Commerce Secretary Daley Calls Crypto Policy Implementation a 'Failure'
(April 16, 1998) Secretary of Commerce William Daley, Jr., told a gathering at the Willard Hotel in Washington DC on Wednesday that implementation of encryption policy in the U.S. "has been a failure," and that "the global market is rendering our policy obsolete. And I fear that will soon make our products obsolete as well." The speech was a criticism of FBI Director Louis Freeh's anti-encryption campaign.
|Related Page: Complete Text of Daley Speech, 4/15/98.|
Secretary Daley reported that:
The reality is that encryption products are rapidly multiplying in the global market. At the end of 1997, we estimate there were 656 encryption products in 29 countries outside the United States. There are major producers in Germany, Ireland, Canada, Israel and Great Britain. They are competitive with anything U.S. producers can make. And they can supply almost all the needs of computer networks.
And most of these producers do not need an export license if they want to ship encryption software -- a tremendous market advantage. Our policy, ironically, encourages the growth of foreign producers at the same time it retards growth here.
The Federal Bureau of Investigation and the White House are the two opponents of domestic use and export of encryption products.
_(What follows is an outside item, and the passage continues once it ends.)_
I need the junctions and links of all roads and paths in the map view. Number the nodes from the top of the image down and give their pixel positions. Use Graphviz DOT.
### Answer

While there is considerable support for strong encryption on Capitol Hill, FBI lobbying of members of key committees has so far prevented any strong encryption legislation from passing.
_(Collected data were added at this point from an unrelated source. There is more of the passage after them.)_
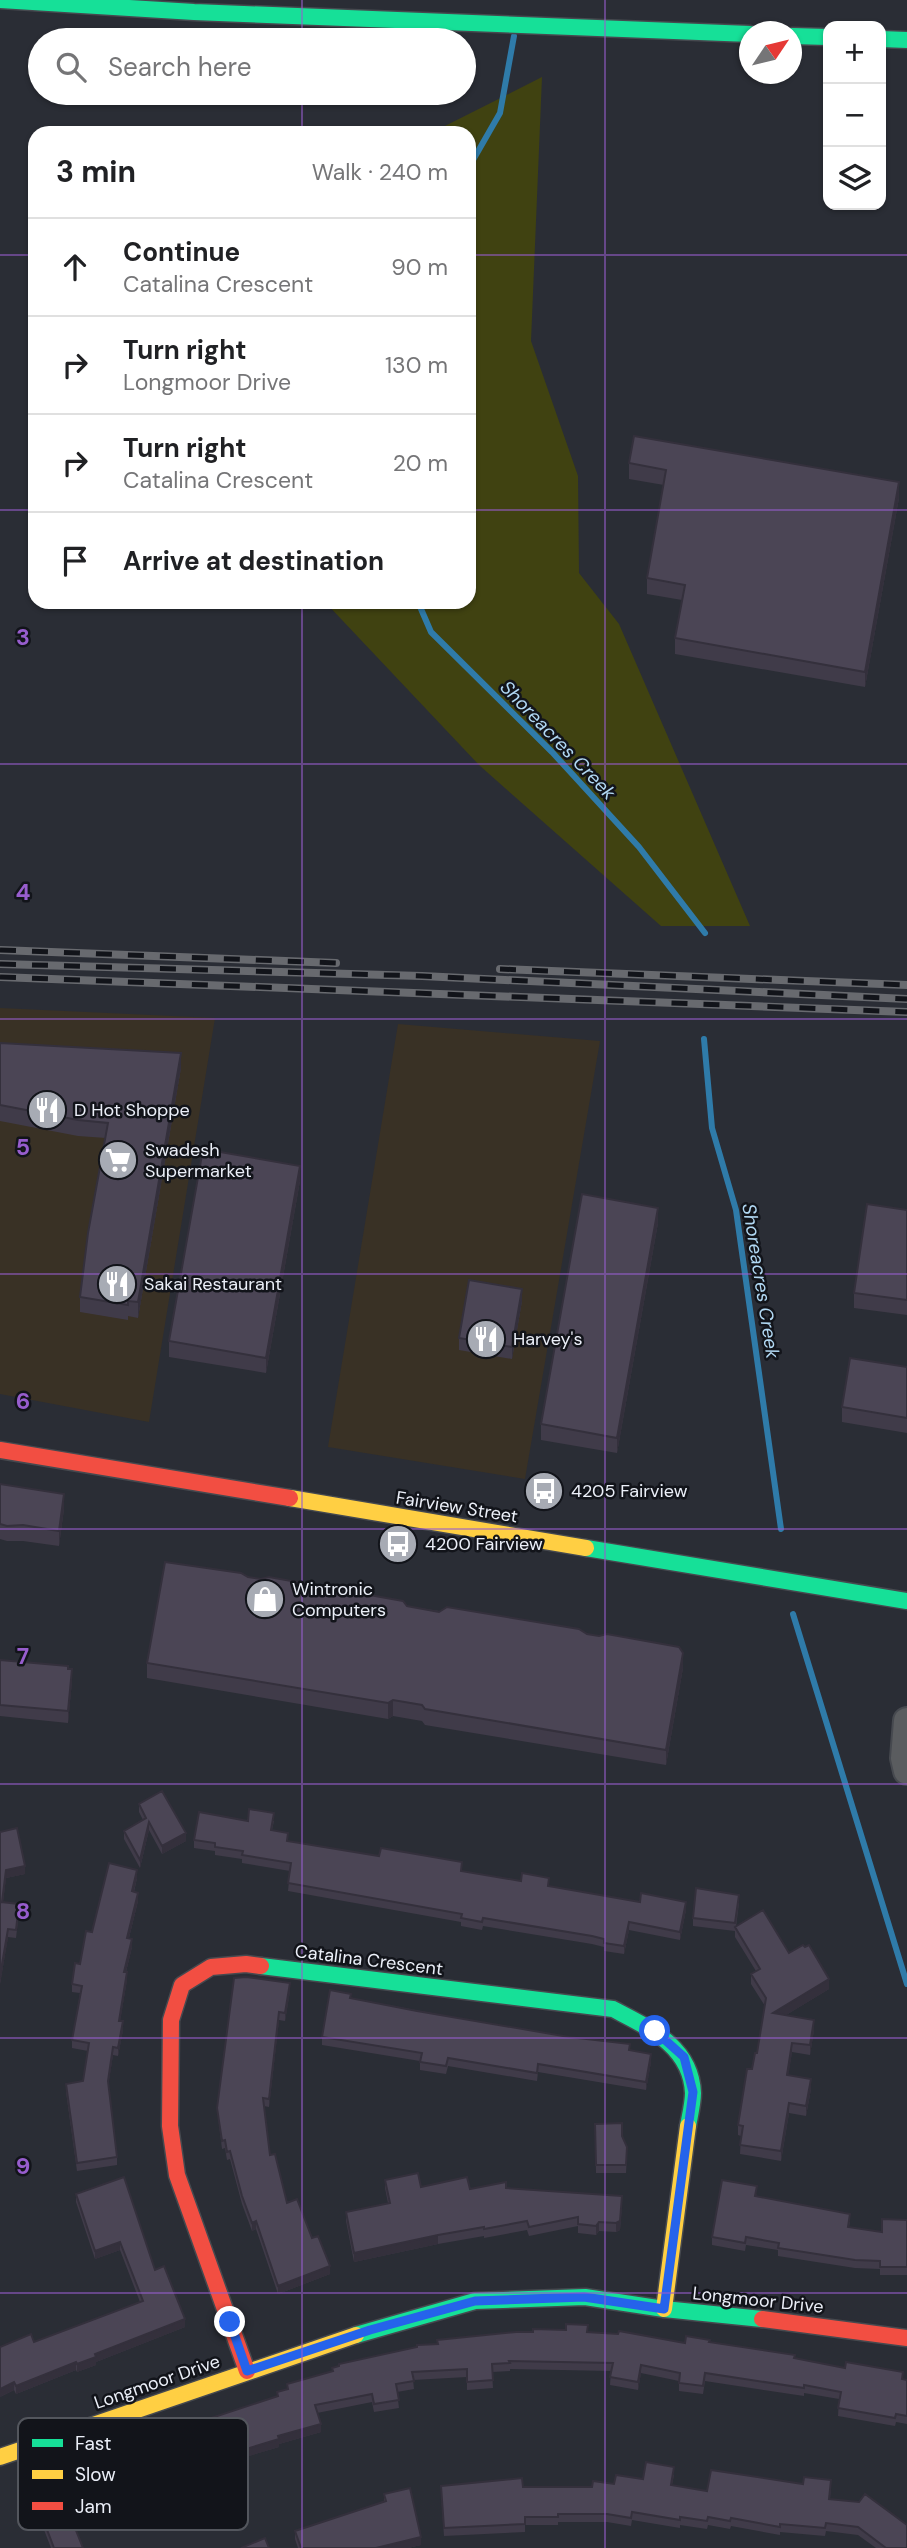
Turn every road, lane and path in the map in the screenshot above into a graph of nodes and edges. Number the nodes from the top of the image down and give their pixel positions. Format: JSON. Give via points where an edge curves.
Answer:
{"nodes":[{"id":1,"x":0,"y":0,"type":"edge"},
{"id":2,"x":194,"y":6,"type":"edge"},
{"id":3,"x":739,"y":33,"type":"edge"},
{"id":4,"x":802,"y":36,"type":"edge"},
{"id":5,"x":823,"y":37,"type":"edge"},
{"id":6,"x":886,"y":39,"type":"edge"},
{"id":7,"x":907,"y":40,"type":"edge"},
{"id":8,"x":0,"y":1450,"type":"edge"},
{"id":9,"x":907,"y":1601,"type":"edge"},
{"id":10,"x":907,"y":1721,"type":"edge"},
{"id":11,"x":907,"y":1771,"type":"edge"},
{"id":12,"x":664,"y":2309,"type":"junction"},
{"id":13,"x":907,"y":2338,"type":"edge"},
{"id":14,"x":247,"y":2371,"type":"junction"},
{"id":15,"x":112,"y":2418,"type":"edge"},
{"id":16,"x":18,"y":2451,"type":"edge"},
{"id":17,"x":0,"y":2457,"type":"edge"}],
"edges":[{"from":1,"to":2,"type":"street"},
{"from":2,"to":3,"type":"street"},
{"from":4,"to":5,"type":"street"},
{"from":6,"to":7,"type":"street"},
{"from":8,"to":9,"type":"street","name":"Fairview Street"},
{"from":10,"to":11,"type":"street"},
{"from":12,"to":13,"type":"street","name":"Longmoor Drive"},
{"from":12,"to":14,"type":"street","name":"Longmoor Drive","via":[[584,2297],[475,2301]]},
{"from":12,"to":14,"type":"street","name":"Catalina Crescent","via":[[693,2092],[684,2057],[655,2031],[613,2009],[246,1964],[211,1967],[182,1985],[171,2020],[170,2126],[177,2175]]},
{"from":14,"to":15,"type":"street","name":"Longmoor Drive"},
{"from":16,"to":17,"type":"street","name":"Longmoor Drive"}]}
|HR 695 Safety and Freedom Through Encryption Act (SAFE)|
|S 377 Promotion of Commerce Online in the Digital Age Act (Pro CODE)|
The Commerce Department, which has the mission of promoting American business, has a record of supporting development of the computer and internet industry. This has sometimes put the Department at odds with other elements of the executive branch.
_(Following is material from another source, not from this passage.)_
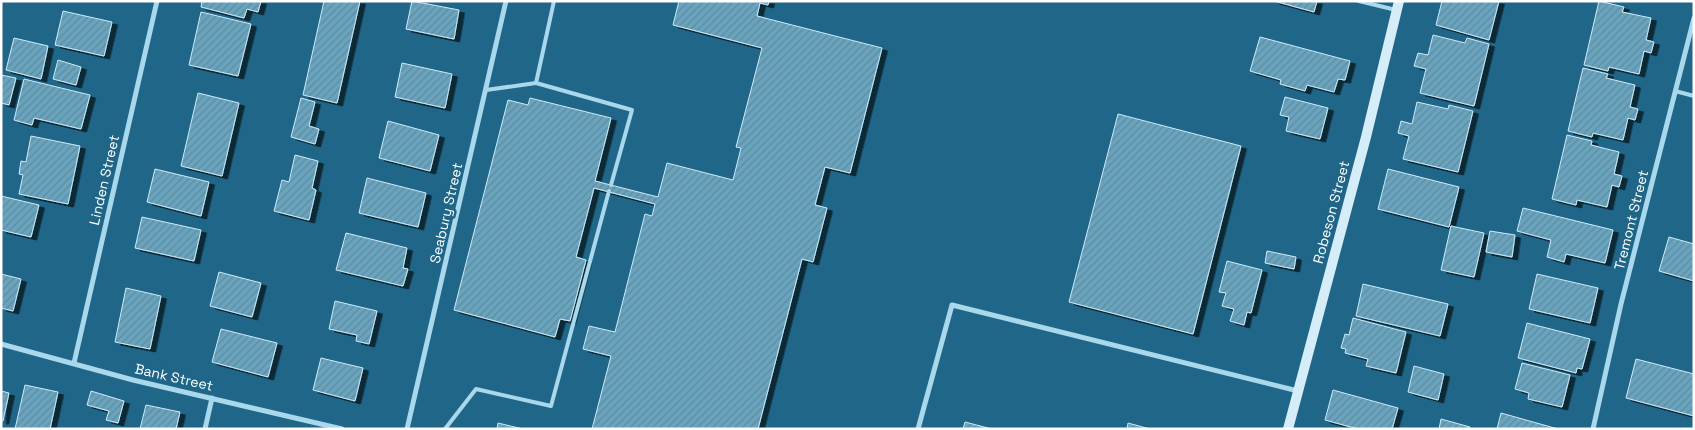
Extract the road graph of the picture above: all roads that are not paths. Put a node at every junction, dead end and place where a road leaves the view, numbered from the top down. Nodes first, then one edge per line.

Daley stated that unwillingness to compromise is a problem.
"The ultimate result will be foreign dominance of the market. This means a loss of jobs here, and products that do not meet either our law enforcement or national security needs. We are headed down a lose-lose path. And we have to get back to win-win."
The speech coincided with the release of a major Commerce Department report. Both the speech and the report are titled "The Emerging Digital Economy." The text of the 60 page report is available at the Commerce Department website in HTML. The entire report with exhibits (300 pages) is availble in PDF.